When I was asked to teach an entire year on Pesach I immediately got very excited. Pesach is my favorite holiday for many reasons. To me, Pesach is telling a story, seeing family, missing family, history, songs, exhaustion, and joy. After scouring through many resources, my big question was how am I going to weave this all together? That was when the idea for a haggadah was born.

This year, your children embarked on an in depth learning adventure of why we do all of the things we do on Pesach. We did not touch much on the actual story of the Exodus to be honest because it is a story they were familiar with. I wanted them to know why we have four cups of wine, what breaking the Afikomen represents, why do we ask four questions, and who are these four children we talk about every year? Every year we as diaspora Jews sit through and participate in two Seders, doing all of these things, but unless you are a student of Talmud and Mishnah, you don’t always necessarily know why. That was my goal, to answer the why.
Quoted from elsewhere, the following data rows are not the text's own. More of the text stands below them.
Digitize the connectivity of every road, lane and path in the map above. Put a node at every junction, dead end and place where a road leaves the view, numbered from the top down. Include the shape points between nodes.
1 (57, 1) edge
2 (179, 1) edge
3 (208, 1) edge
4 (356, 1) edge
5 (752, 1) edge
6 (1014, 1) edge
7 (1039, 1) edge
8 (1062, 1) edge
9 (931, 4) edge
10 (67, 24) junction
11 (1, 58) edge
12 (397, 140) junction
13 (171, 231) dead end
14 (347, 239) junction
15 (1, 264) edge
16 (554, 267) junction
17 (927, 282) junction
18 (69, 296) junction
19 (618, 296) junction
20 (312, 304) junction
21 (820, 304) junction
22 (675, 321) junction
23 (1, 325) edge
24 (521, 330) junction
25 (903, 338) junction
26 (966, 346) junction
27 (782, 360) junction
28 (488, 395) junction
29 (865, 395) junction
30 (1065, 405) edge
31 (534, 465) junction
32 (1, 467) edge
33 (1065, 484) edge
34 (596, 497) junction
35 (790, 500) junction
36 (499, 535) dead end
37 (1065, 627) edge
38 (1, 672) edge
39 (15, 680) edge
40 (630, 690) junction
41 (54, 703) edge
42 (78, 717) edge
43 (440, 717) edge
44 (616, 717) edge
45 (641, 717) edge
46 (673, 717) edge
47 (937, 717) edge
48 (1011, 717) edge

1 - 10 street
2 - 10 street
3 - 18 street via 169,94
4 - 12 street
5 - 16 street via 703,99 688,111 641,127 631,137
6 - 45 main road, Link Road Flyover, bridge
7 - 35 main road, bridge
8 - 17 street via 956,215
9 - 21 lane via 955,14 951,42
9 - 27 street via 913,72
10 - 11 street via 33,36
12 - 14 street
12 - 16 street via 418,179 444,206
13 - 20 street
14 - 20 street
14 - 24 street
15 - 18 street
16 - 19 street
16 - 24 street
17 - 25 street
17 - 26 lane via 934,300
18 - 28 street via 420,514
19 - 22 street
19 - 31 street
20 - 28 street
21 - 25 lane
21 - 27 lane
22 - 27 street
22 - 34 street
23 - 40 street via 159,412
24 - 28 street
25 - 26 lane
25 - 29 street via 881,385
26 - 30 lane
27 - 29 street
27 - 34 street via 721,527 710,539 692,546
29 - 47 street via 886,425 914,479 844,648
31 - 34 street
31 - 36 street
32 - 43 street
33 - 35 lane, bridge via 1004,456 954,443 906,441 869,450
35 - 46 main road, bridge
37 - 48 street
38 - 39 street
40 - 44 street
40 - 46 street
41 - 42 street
I started out the year by telling them something my grandfather started every Seder with. “Pesach is a living holiday.” This means that at any given moment you can open up the newspaper and you will find a story of freedom, of survival, of faith, of hope. That is what our exodus was. It is a story that continues to be told over and over again.

If you look at a haggadah, in almost all of them you will find various comments and quotes to supplement the haggadah, to give some thought and insight into the seder. This was what your children did. While you may not see assignments at every part, we did discuss them all in depth. For instance, when we talked about the 10 makkot (the 10 plagues) there was no assignment, rather in class we talked about each plague and why one was harsher than the next, the slow progression of hardening Pharaoh’s heart.   When we discussed the four cups of wine we discussed and explored the many reasons we do this, and each of your children wrote about the one that they connected with the most. We found in the Torah where the Four Children come from and each of them explored those characters deeper and drew their own.

This haggadah is a true representation of what we did in class this year, either through midrash created by the students or sharing with you the resources that I used to teach from. When reading this haggadah with your children, ask them questions about their drawings, their thoughts, their stories. This is an interactive holiday. This was a fun and different Hebrew school experience that I enjoyed and I hope that you and your families will enjoy using this unique haggadah for years to come.